Book Review: 23rd Century Romance

By max, Wed 18 September 2013, in category Blog

23rd Century Romance by Jake Hartnell : CreateSpace Independent Publishing Platform: 202 pages. Paperback ($9), ePub and PDF (Free). ISBN: 978-1492134237

Imagine a human on Alpha Centauri such that physics dictates that you can never physically be in the same time or space as this human. Now add the twist, that you have a magical instant messenger or Skype connection with that human. Would you consider having a (not necessarily monogamous) relationship with that person? That is the "Alpha Centauri relationship" thought experiment - would you consider having an entirely online having boyfriend or girlfriend? Some would say that despite the lack of physical connection, a meaningful psychological one could still be had, and that Alpha Centauri relationship could be part of a larger mosiac of relationships which could together be completely fufilling, if we do not require partner exclusivity. Others say that you could never know a person well enough without a face to face rapport. Not delving too deeply into possible answers, let us follow a corollary that stems from the thought experiment: if you lose the ability to verify a person's humanness then you implicitly accept a relationship with what could be a sophisticated programme.

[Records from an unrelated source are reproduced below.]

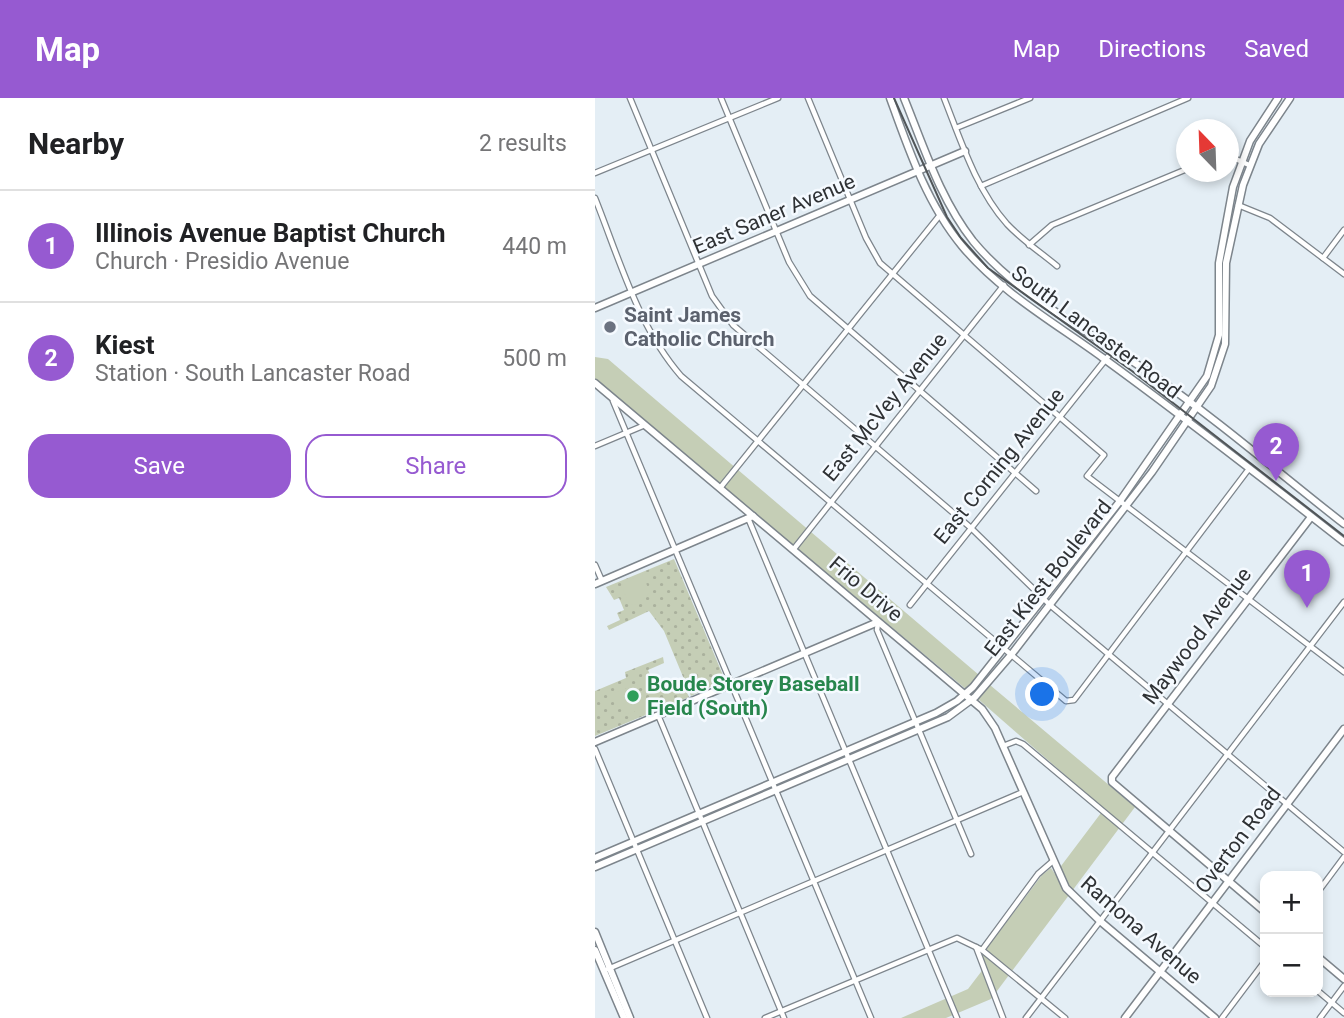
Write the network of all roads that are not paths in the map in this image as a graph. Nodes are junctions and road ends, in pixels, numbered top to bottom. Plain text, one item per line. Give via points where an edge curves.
1 (630, 98) edge
2 (721, 98) edge
3 (778, 98) edge
4 (808, 98) edge
5 (890, 98) edge
6 (904, 98) edge
7 (944, 98) edge
8 (1030, 98) edge
9 (1188, 98) edge
10 (1278, 98) edge
11 (1290, 98) edge
12 (729, 118) junction
13 (956, 128) junction
14 (652, 150) junction
15 (965, 151) junction
16 (1241, 160) junction
17 (932, 165) junction
18 (1249, 165) junction
19 (920, 170) junction
20 (595, 173) edge
21 (1176, 174) edge
22 (981, 186) junction
23 (595, 198) edge
24 (851, 200) junction
25 (1230, 203) junction
26 (1238, 205) junction
27 (940, 215) junction
28 (1344, 230) edge
29 (776, 231) junction
30 (1225, 242) junction
31 (1029, 244) junction
32 (1323, 258) junction
33 (699, 265) junction
34 (1057, 266) dead end
35 (890, 274) junction
36 (1344, 275) edge
37 (1004, 285) junction
38 (634, 292) junction
39 (595, 308) edge
40 (845, 329) junction
41 (964, 336) junction
42 (1114, 349) junction
43 (1105, 360) junction
44 (595, 383) edge
45 (801, 385) junction
46 (919, 391) junction
47 (612, 397) junction
48 (1188, 402) junction
49 (1197, 408) junction
50 (1178, 415) junction
51 (1060, 417) junction
52 (1187, 422) junction
53 (645, 425) junction
54 (626, 433) junction
55 (758, 440) junction
56 (595, 446) edge
57 (875, 447) junction
58 (1248, 470) junction
59 (1016, 473) junction
60 (720, 488) junction
61 (1036, 491) dead end
62 (1119, 501) junction
63 (830, 502) junction
64 (1127, 506) junction
65 (751, 517) junction
66 (1311, 517) junction
67 (1344, 524) edge
68 (971, 528) junction
69 (1344, 542) edge
70 (675, 550) junction
71 (793, 550) junction
72 (1186, 552) junction
73 (595, 565) edge
74 (598, 582) edge
75 (927, 584) junction
76 (1248, 599) junction
77 (1344, 602) edge
78 (1047, 603) junction
79 (910, 605) dead end
80 (878, 622) junction
81 (1311, 646) junction
82 (1005, 649) junction
83 (804, 653) junction
84 (1108, 654) junction
85 (1011, 655) junction
86 (1344, 672) edge
87 (731, 684) junction
88 (965, 695) junction
89 (972, 701) junction
90 (1168, 704) junction
91 (657, 715) junction
92 (916, 722) junction
93 (1344, 729) edge
94 (919, 730) junction
95 (595, 742) edge
96 (1003, 746) junction
97 (595, 750) edge
98 (846, 751) junction
99 (1226, 756) junction
100 (849, 759) junction
101 (772, 783) junction
102 (776, 791) junction
103 (1023, 792) junction
104 (1286, 806) junction
105 (699, 814) junction
106 (957, 820) junction
107 (703, 822) junction
108 (1169, 831) junction
109 (634, 842) junction
110 (637, 850) junction
111 (886, 850) junction
112 (1152, 853) junction
113 (971, 854) dead end
114 (1344, 855) edge
115 (595, 858) edge
116 (1053, 862) junction
117 (595, 867) edge
118 (814, 881) junction
119 (1229, 881) junction
120 (1323, 885) edge
121 (1212, 903) junction
122 (1260, 908) edge
123 (740, 912) junction
124 (1100, 921) junction
125 (595, 932) edge
126 (675, 940) junction
127 (1260, 943) edge
128 (975, 946) junction
129 (928, 949) junction
130 (595, 950) edge
131 (982, 950) junction
132 (1323, 961) edge
133 (1260, 968) edge
134 (606, 970) junction
135 (1160, 972) junction
136 (1344, 979) edge
137 (855, 980) junction
138 (1344, 986) edge
139 (1323, 996) edge
140 (1041, 999) junction
141 (1331, 1003) junction
142 (781, 1011) junction
143 (1344, 1013) edge
144 (624, 1018) edge
145 (630, 1018) edge
146 (707, 1018) edge
147 (765, 1018) edge
148 (784, 1018) edge
149 (871, 1018) edge
150 (957, 1018) edge
151 (1003, 1018) edge
152 (1026, 1018) edge
153 (1065, 1018) edge
154 (1125, 1018) edge
155 (1215, 1018) edge
156 (1222, 1018) edge
157 (1319, 1018) edge

1 - 14 street
2 - 12 street
3 - 12 street
4 - 24 street
5 - 19 main road, South Lancaster Road
6 - 17 main road, South Lancaster Road
7 - 13 street
8 - 13 street
9 - 22 street
10 - 16 main road, East Kiest Boulevard
11 - 18 main road, East Kiest Boulevard
12 - 14 street
12 - 29 street
13 - 15 street
14 - 20 street
14 - 33 street
15 - 17 main road, East Saner Avenue
15 - 22 street
16 - 18 street
16 - 25 main road, East Kiest Boulevard
17 - 19 main road, East Saner Avenue
17 - 42 main road, South Lancaster Road via 953,211 989,258 1058,313
18 - 26 main road, East Kiest Boulevard
19 - 24 main road, East Saner Avenue
19 - 27 main road, South Lancaster Road
21 - 31 street via 1052,225
22 - 31 street via 1001,216
23 - 38 street
24 - 29 main road, East Saner Avenue
24 - 35 street via 872,251
25 - 26 main road
25 - 30 main road, East Kiest Boulevard
26 - 30 main road, East Kiest Boulevard
26 - 32 street via 1270,218
27 - 35 street
27 - 37 main road, South Lancaster Road via 971,256
28 - 32 street
29 - 33 main road, East Saner Avenue
29 - 40 street via 801,285
30 - 48 main road, East Kiest Boulevard via 1219,335 1207,376
30 - 49 main road, East Kiest Boulevard via 1225,344 1214,380
31 - 34 street
32 - 36 street
33 - 38 main road, East Saner Avenue
33 - 45 street via 712,296 733,325
35 - 40 street
35 - 41 street
37 - 41 street, East McVey Avenue
37 - 43 main road, South Lancaster Road
38 - 39 main road, East Saner Avenue
38 - 55 street via 671,364
40 - 45 street
40 - 46 street
41 - 46 street, East McVey Avenue
41 - 51 street
42 - 43 street, East Corning Avenue
42 - 48 main road, South Lancaster Road
43 - 50 main road, South Lancaster Road
43 - 51 street, East Corning Avenue
44 - 47 main road, Frio Drive
45 - 55 street
45 - 57 street
46 - 57 street, East McVey Avenue
46 - 59 street
47 - 53 main road, Frio Drive
47 - 54 street
48 - 49 main road, South Lancaster Road
48 - 50 main road, East Kiest Boulevard
49 - 52 main road, East Kiest Boulevard
49 - 67 main road, South Lancaster Road
50 - 52 main road, South Lancaster Road
50 - 62 main road, East Kiest Boulevard
51 - 59 street, East Corning Avenue
51 - 62 street via 1104,455 1087,476
52 - 58 main road, South Lancaster Road
52 - 64 main road, East Kiest Boulevard
53 - 54 street
53 - 60 main road, Frio Drive
54 - 56 street
54 - 70 street
55 - 60 street
55 - 63 street
57 - 63 street, East McVey Avenue
57 - 68 street
58 - 66 main road, South Lancaster Road
58 - 72 street
59 - 61 street
59 - 68 street, East Corning Avenue
60 - 65 main road, Frio Drive
62 - 64 street
62 - 78 main road, East Kiest Boulevard
63 - 71 street, East McVey Avenue
63 - 75 street
64 - 72 street
64 - 78 main road, East Kiest Boulevard
65 - 70 main road
65 - 71 main road, Frio Drive
65 - 83 street
66 - 69 main road, South Lancaster Road
66 - 76 main road, Maywood Avenue
68 - 75 street, East Corning Avenue
68 - 78 street
70 - 74 main road
70 - 87 street
71 - 80 main road, Frio Drive
72 - 76 street
72 - 84 street
73 - 74 street
75 - 79 street, East Corning Avenue
75 - 82 street
76 - 81 street
76 - 90 main road, Maywood Avenue
77 - 81 street
78 - 82 main road, East Kiest Boulevard
78 - 84 street
78 - 85 main road, East Kiest Boulevard
80 - 83 main road
80 - 88 main road, Frio Drive
80 - 92 street via 877,630
81 - 86 street
81 - 99 street
82 - 85 street
82 - 88 main road, East Kiest Boulevard
83 - 87 main road
83 - 98 street
84 - 85 street via 1072,701 1066,701
84 - 90 street
85 - 89 main road, East Kiest Boulevard
87 - 91 main road
87 - 101 street
88 - 89 main road, Frio Drive
88 - 92 main road, East Kiest Boulevard
89 - 94 main road, East Kiest Boulevard
89 - 96 main road, Frio Drive via 990,719
90 - 99 street
90 - 108 main road, Maywood Avenue via 1112,782
91 - 95 main road
91 - 105 street
92 - 94 street
92 - 98 main road, East Kiest Boulevard
93 - 104 main road, Overton Road
94 - 100 main road, East Kiest Boulevard
94 - 106 street
96 - 103 main road, Ramona Avenue
96 - 112 street via 1016,741 1023,744
97 - 109 street
98 - 100 street
98 - 101 main road, East Kiest Boulevard
99 - 104 street
99 - 108 street
100 - 102 main road, East Kiest Boulevard
100 - 111 street
101 - 102 street
101 - 105 main road, East Kiest Boulevard
102 - 107 main road, East Kiest Boulevard
102 - 118 street
103 - 106 street
103 - 116 main road, Ramona Avenue
104 - 114 street
104 - 119 main road, Overton Road
105 - 107 street
105 - 109 main road, East Kiest Boulevard
106 - 111 street
106 - 113 street
107 - 110 main road, East Kiest Boulevard
107 - 123 street
108 - 112 street
108 - 119 main road
109 - 110 street
109 - 115 main road, East Kiest Boulevard
110 - 117 main road, East Kiest Boulevard
110 - 126 street
111 - 118 street
111 - 129 street
112 - 121 street
112 - 124 street
114 - 120 street
116 - 124 main road, Ramona Avenue via 1071,894
116 - 131 street via 1038,874
118 - 123 street
118 - 137 street
119 - 121 main road, Overton Road
119 - 122 main road
121 - 127 street
121 - 135 main road, Overton Road
123 - 126 street
123 - 142 street
124 - 135 main road, Ramona Avenue
124 - 140 street
125 - 134 main road
126 - 134 street
126 - 146 street
128 - 129 street via 957,938
128 - 131 street
128 - 151 street
129 - 137 street
129 - 150 street
130 - 134 main road
131 - 140 street
132 - 136 main road
133 - 156 street
134 - 144 main road
134 - 145 main road
135 - 154 main road, Overton Road
135 - 155 main road, Ramona Avenue
137 - 142 street
137 - 149 street
138 - 141 street
139 - 141 street
140 - 152 street
140 - 153 street
141 - 143 street
141 - 157 street
142 - 147 street
142 - 148 street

23rd Century Romance (23CR) takes online relationships one step further. If your willing to engage in algorithmic companionship, then why not code it to be the most hyperrealistic, ultrapleasurable, extrahuman companionship possible? That's the central question in 23CR: standard human-sexuality versus next generation R-sexuality (as it's called).  Each side is debated between opposing advocates, in the emo, cat-stroking Rai and his roommate Morph, the pill-popping, katana-wielding Matrix-ode. Rai searches for a more authentic human love while Morph thinks that he's already exceeded the potential love that Rai could find. Within the first chapter Morph already opines "I'm R-sexual because real women are less... what's the word? 'Womanly' than virtual women." Rai then counterstrikes "The secret to life is accepting and being comfortable with what you have and who you are!".

Without spoiling, the two young men do start to entertain each other's viewpoints, and this is where the most thought provoking parts of the tale occur. Even the adherents and appreciators of inferior real (i.e non-virtual) sex and real friends necessarily facilitate part of their relationship "in Virtual". Sometimes they vary their sex lives with virtual, but they might also use the channel to just talk about their days. They have to admit and inherently reconcile that they probably met in virtual and meet in real because they chat in virtual.

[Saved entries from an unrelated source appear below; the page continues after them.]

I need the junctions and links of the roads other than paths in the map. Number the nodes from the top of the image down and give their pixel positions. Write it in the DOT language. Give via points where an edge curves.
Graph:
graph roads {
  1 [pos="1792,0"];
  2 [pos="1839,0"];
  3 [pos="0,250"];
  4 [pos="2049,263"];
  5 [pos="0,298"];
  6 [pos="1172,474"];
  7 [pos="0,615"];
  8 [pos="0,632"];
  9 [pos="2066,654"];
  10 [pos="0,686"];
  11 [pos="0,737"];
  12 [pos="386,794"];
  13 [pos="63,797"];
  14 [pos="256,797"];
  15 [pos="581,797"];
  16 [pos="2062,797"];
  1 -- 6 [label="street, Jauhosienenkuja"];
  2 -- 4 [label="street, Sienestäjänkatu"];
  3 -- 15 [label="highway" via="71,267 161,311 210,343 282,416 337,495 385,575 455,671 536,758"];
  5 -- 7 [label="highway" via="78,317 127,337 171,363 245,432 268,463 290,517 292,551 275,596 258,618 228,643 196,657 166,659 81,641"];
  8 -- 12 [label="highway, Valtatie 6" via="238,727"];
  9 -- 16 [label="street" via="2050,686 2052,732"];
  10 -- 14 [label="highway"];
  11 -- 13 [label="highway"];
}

You needn't be 200 years in the future to already feel this reality. We owe our relationships, to some degree, to technology because it at minimum allows us to coordinate it. That likely remains true even for those who've deleted their facebook account but use email, and still tote a dumbphone.

Stylistically, as Rai and Morph argue at length, and over many 3D-printed meals and robo-drinks, the reader is barraged with fantasy cliche and lewd, juvenille, American-heteronormative hyperbole. You will appreciatie these flairs in proportion to how "awesome" you think lasers and unicorns are. Hartnell joyfully jumps between Nazi spy seduction and shtupping elven princesses. 23CR definitely does not pass the Bechdel Test, and if you have any feminist inclinations you might become offended by male teenager wet dream of the future descriptions. Although at one point Hartnell appears aware of this bias through Rai's inner dialogue, "Window shopping. I'm window shopping for girls. Surely that was the wrong way to think about it. He wasn't comparing 'products.'" Therefore it is not clear whether the misogyny is an intentional compulsion that is in fact a caution to the dangers we face from software reliance.

The world of 23CR is of augmented reality, gel-filled spacepods for cyberdreaming, and the choice to take "Love" pills. There is a sideplot that harkens to the Matrix where a human attempts to fight the robotic outsourcing of his job. But the revolution fizzles immediately, and the impression given by the protagonist Rai is complicit subjection to the artificial world. That becomes true for the banality of real relationships and sex at some of his junctions too. Amateur righteous rebellion against power structures is conspicuous by its absence in 23CR. That is also true of Hartnell's first offering in independent book publishing.